Nims Purja from Nepal with the help of Sherpas had built the camp 2 near the House Chimney point recently.
Through a Facebook post on Monday, Mr Purja said his team reached the Camp 2 and found it lying in tatters. “Both of our tents and other equipment that we had left for the summit plan have been destroyed. Now, I have to reassess and re-plan everything,” he said.
The Nepali climber updated on Tuesday that the summit plan would be pushed a bit late in the season.
Iceland’s John Snorri, Mohammad Ali Sadpara and his son, Sajid Sadpara had also fixed ropes to the Camp 2.
John Snorri said on Monday that a big avalanche came hurtling down K2 and went all the way to the Broad Peak on Sunday, destroying their tent.
Meanwhile, Romanian Alex Gavan and Italian Tumhara Lunger are still hopeful to climb the savage mountain without supplement oxygen.
Alex Gavan informed Dawn through a text message that though he and Tumhara Lunger were part of SST winter expedition team, they were acting as an independent expedition.
“Tamahra and myself just share the base camp service of SST, but we are totally separate expedition,” he added.
“Our equipment at Camp 1 is safe as we have secured tent on rocks,” said Mr Gavan.

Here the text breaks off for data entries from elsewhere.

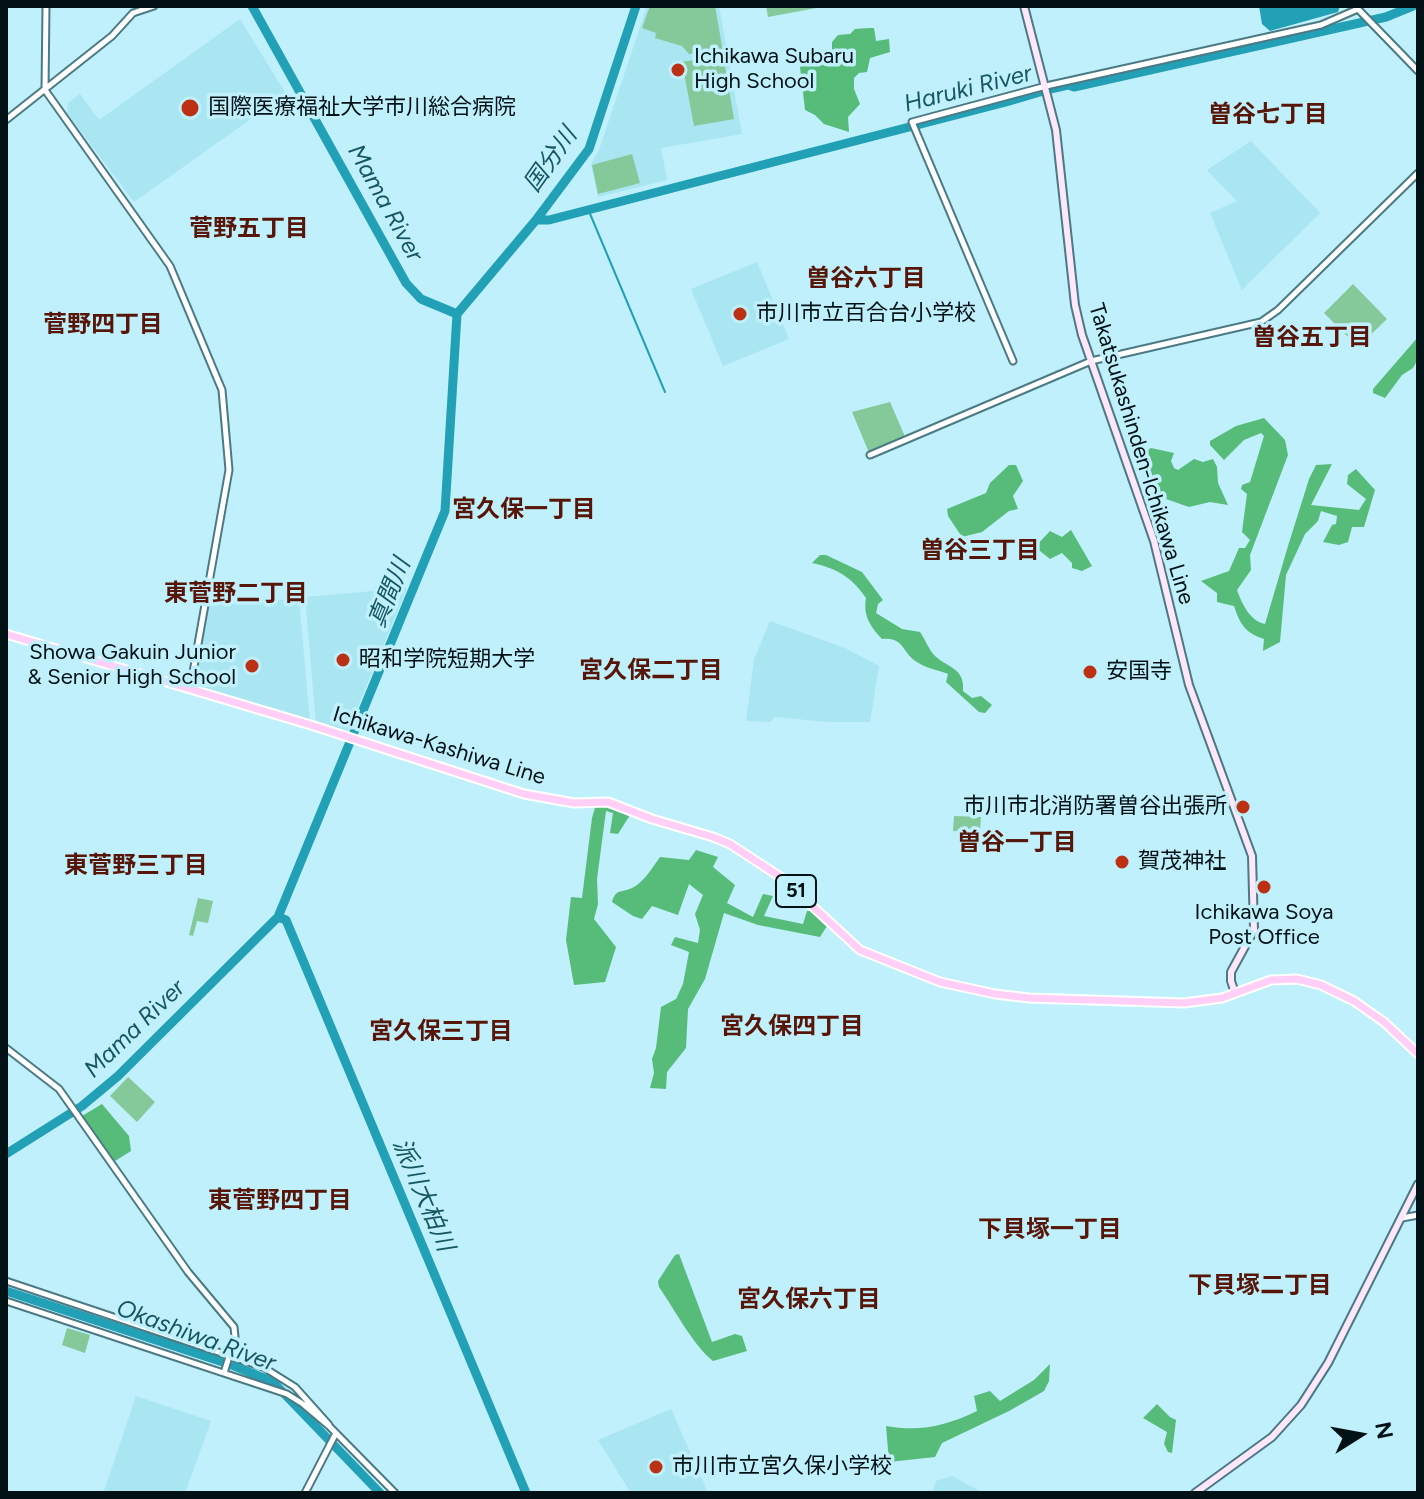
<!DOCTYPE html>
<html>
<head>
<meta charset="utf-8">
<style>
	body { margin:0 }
	#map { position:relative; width:1424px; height:1499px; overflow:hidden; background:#bff0fb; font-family:Figtree,sans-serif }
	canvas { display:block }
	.frame { position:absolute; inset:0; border:8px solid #011115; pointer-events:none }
	.north { position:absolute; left:1320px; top:1395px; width:80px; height:80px; -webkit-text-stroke:6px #bff0fb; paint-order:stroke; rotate:79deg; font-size:22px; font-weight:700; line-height:32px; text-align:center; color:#011115 }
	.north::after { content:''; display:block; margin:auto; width:28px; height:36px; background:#011115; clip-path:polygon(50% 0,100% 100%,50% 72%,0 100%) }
</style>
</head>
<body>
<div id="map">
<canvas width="1424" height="1499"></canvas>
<div class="frame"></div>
<div class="north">N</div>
</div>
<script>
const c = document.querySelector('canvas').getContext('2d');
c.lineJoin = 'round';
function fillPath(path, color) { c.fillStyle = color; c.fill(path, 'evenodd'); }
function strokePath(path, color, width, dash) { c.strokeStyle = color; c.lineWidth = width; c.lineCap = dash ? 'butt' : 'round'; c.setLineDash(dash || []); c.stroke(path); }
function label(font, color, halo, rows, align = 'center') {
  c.font = font + ' Figtree,"Noto Sans JP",sans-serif'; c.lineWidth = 7; c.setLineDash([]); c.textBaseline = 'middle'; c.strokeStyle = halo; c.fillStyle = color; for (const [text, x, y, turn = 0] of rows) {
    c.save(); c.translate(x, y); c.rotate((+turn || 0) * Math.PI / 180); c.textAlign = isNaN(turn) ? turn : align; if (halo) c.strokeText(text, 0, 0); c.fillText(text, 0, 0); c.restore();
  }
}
fillPath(new Path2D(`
	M647,6h72l23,128 -81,14 6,32 -69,17 -7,-33 8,-14z
	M240,19l46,75 -152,108 -67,-89 1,-10 12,-9 19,26z
	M1251,141l69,72 -78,77 -32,-77 27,-12 -30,-31z
	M757,262l32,77 -66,27 -32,-77z
	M407,588l-60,145 -31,-10 -11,-126z
	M299,598l11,124 -115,-35 14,-81z
	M770,621l75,27 34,18 -9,56h-42l-53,-5 -5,5 -24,-1 8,-62z
	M136,1396l75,25 -26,72h-73l-8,-2z
	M671,1409l37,84h-77l-33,-53z
	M952,1476l31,17h-51l4,-12z`), '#aae5f2');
fillPath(new Path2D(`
	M650,6h65l8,46 -34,2 -7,-8 -27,-8 1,-5 -14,-5z
	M766,6h61l-59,11z
	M723,55l11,64 -40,7 -12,-64z
	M632,154l8,29 -42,11 -6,-29z
	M1353,284l34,35 -29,28 -34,-34z
	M890,402l16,37 -36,16 -18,-43z
	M954,816l27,1 -1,15 -27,-1z
	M198,898l15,3 -5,22 -11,-2 -4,15 -4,-1z
	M128,1077l27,25 -18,20 -27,-26z
	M67,1328l23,7 -5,18 -23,-8z`), '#85c899');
fillPath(new Path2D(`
	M869,28h5l2,13 13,-2 1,13 -20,6 -3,14 -8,1 -5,5v11l6,15 -12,13 1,15 -25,-8 -9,-9 -10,-5 -5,-43 32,-13v-12l6,-7 12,-1 5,-5z
	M1418,337v22l-5,9 -11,7 -17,23 -12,-5v-4z
	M1264,418l21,22 3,15 -38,100 1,15 -14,20c5,14 13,31 28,34l23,-78 21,-67 7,-14 16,-1 -21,41 48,5 7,-11 -19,-15 1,-9 8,-6 19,21 -11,37h-12l-4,15 -9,3 -16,-3 9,-17 4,-1 1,-8 -16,-5 -3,10 -13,13 -19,41 -6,67 -17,9 1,-12c-19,-6 -24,-15 -30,-33l-17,-4v-9l-16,-12 28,-10 10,-23h6l5,-8 -8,-8 5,-38 -6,-5 1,-4 8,-3 14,-46 -3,-3 -17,7 -20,20 -14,-15v-4l26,-15z
	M1151,448l23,5 -3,8 3,7 4,2 16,-11 9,3 10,-3 4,8 1,16 10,22 -18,-3 -21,5 -23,-8 -23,-27 -6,-15z
	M1009,465h7l7,16 -10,15 5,13 -9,2 -27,21 -20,5 -14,-21 -1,-7 39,-16 4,-10z
	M1071,530l21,36 -10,5 -10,-3v-5l-10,-10 -12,6 -15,-12 15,-16 12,6z
	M820,555h6l36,17 21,28 -5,4 -2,9 26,16 18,3c5,7 9,18 15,24 13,12 30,12 28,35l9,7 9,-2 11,9 -7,8 -6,-1 -33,-30 2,-8c-10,-4 -23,-6 -31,-12 -15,-9 -13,-26 -35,-23 -12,-13 -19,-23 -16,-41 -14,-21 -30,-30 -54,-35z
	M596,804l34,11 -12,19 -8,-1 3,-20 -7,-2 -9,68 1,25 -4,15 22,28 -11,35 -31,3 -8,-45 5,-43 11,1 10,-80z
	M696,850l22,7 -5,10 22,18 -8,18 26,14 10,-23 10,2 -9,20 39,8 4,-13h3l17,15 -7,11 -62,-12 -34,-12 -19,66 -17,30 -2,39 -19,24 -1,17 -16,-1 4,-15 -2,-14 4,-11 5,-41 15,-8 7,-15 6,-32 -18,-7 4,-8 23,6 2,-13 -5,-16 8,-19 -14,-11 -11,31 -26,-9 -10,13 -9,-3 -21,-14c4,-14 10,-9 20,-14 11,-5 21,-21 28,-31l29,3z
	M102,1104l27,32 2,15 -16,10 -33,-45z
	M679,1254l33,88 23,-8 7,2 5,15 -34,10c-20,-16 -38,-51 -54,-74l-1,-6 17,-26z
	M1050,1364l-1,17 -5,10 -35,20 -67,32 -7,14 -46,5 -3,-36c34,6 60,0 91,-15l-3,-15 16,-5 10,10 34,-21z
	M1157,1404l13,13 6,3 -4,33 -4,-1 -4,-8 3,-12 -24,-14z`), '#57bb7a');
fillPath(new Path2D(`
	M1259,6h81l-2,6 -68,19 -8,-7z`), '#21a0b6');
strokePath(new Path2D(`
	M588,209l77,183`), '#21a0b6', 2);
strokePath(new Path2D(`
	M252,6l154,277 15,16 36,15
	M536,220h13l457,-118 44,-13 18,-4 6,2 312,-70 27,-11
	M278,917l8,3 240,573
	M6,1154l76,-48 36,-30 160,-159 167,-406 12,-197 79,-94 53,-71 47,-143
	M6,1291l226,74 41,17 107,111`), '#21a0b6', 9);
const tertiary = new Path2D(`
	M46,6l-1,84 125,176 52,124 7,80 -39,219
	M1355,6l63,65
	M6,120l106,-84 21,-23 21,-7
	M1013,361l-101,-239 134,-36 275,-61 37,-16
	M870,455l221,-94 170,-39 17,-12 140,-137
	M6,1048l53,41 129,183 46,55 1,10 -11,36
	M1402,1218l16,-3
	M6,1281l257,86 32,20 34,38
	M6,1301l281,93 16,10 26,22 66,67
	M305,1493l31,-60`);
const secondary = new Path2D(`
	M1024,6l32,124 19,175 7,30 72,206 35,144 63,171 2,74 -23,42v9l4,12
	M1195,1493l77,-56 29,-32 27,-42 90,-179`);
const primary = new Path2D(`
	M6,634l308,92 210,68 50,9 34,-1 44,17 61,18 17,7 52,34 78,72 80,32 55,12 34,4 155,5 38,-5 49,-18 26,-1 24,6 33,16 30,21 34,32`);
strokePath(tertiary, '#4c7a84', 9);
strokePath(secondary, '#4c7a84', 10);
strokePath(primary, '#fff', 11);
strokePath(tertiary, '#fff', 5);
strokePath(secondary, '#ffe7fb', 6);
strokePath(primary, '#ffcff7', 7);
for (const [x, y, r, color] of [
	[678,70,8,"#bc3114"],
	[190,108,10,"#bc3114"],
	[740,314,8,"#bc3114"],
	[343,660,8,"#bc3114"],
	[252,666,8,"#bc3114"],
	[1090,672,8,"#bc3114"],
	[1243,807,8,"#bc3114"],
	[1122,862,8,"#bc3114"],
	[1264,887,8,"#bc3114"],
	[656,1467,8,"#bc3114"]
]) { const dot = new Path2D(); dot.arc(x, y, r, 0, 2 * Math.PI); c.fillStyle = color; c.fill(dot); strokePath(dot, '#bff0fb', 3); }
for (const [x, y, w] of [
	[796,891,40]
]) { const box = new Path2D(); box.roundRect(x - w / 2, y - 16, w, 32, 6); c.fillStyle = '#bff0fb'; c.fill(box); strokePath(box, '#011115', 2); }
label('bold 20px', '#011115', null, [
	["51",796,891]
]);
label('22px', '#011115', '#bff0fb', [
	["Ichikawa Subaru",694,57],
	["High School",694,82],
	["国際医療福祉大学市川総合病院",208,108],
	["市川市立百合台小学校",756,314],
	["Showa Gakuin Junior",236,653,"right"],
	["& Senior High School",236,678,"right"],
	["昭和学院短期大学",359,660],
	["安国寺",1106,672],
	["市川市北消防署曽谷出張所",1227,807,"right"],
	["賀茂神社",1138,862],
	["Ichikawa Soya",1264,913,"center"],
	["Post Office",1264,938,"center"],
	["市川市立宮久保小学校",672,1467]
], 'left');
label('22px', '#011115', '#bff0fb', [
	["Takatsukashinden-Ichikawa Line",1141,454,73],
	["Ichikawa-Kashiwa Line",439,746,17]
]);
label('italic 24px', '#165763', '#bff0fb', [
	["Haruki River",968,89,-14],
	["国分川",551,160,-55],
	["Mama River",385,203,61],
	["真間川",390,593,-68],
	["Mama River",135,1029,-44],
	["派川大柏川",423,1195,67],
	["Okashiwa River",196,1336,20]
]);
label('bold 24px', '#581609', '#bff0fb', [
	["曽谷七丁目",1268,115],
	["菅野五丁目",249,229],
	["曽谷六丁目",866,279],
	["菅野四丁目",103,325],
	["曽谷五丁目",1312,338],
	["宮久保一丁目",524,510],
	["曽谷三丁目",980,551],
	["東菅野二丁目",236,594],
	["宮久保二丁目",651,671],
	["曽谷一丁目",1017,843],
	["東菅野三丁目",136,866],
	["宮久保四丁目",792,1027],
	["宮久保三丁目",441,1032],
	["東菅野四丁目",280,1201],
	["下貝塚一丁目",1050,1230],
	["下貝塚二丁目",1260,1286],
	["宮久保六丁目",809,1300]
]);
</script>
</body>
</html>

“In next couple of days we will climb up to the Camp 1 weather permitting,” he maintained, adding the next day their plan was to climb up to the Camp 2 at 6,700 meters. “If everything goes according to the plan and forecast not changes, we will even push it to 7,300 meters above black pyramid Camp 3 for acclimatisation.”
To climb K2 without supplement oxygen, you really need proper acclimatisation, he said.
Tumhara Lunger is one of only 11 women to have ever climbed K2 without oxygen in summer of 2014.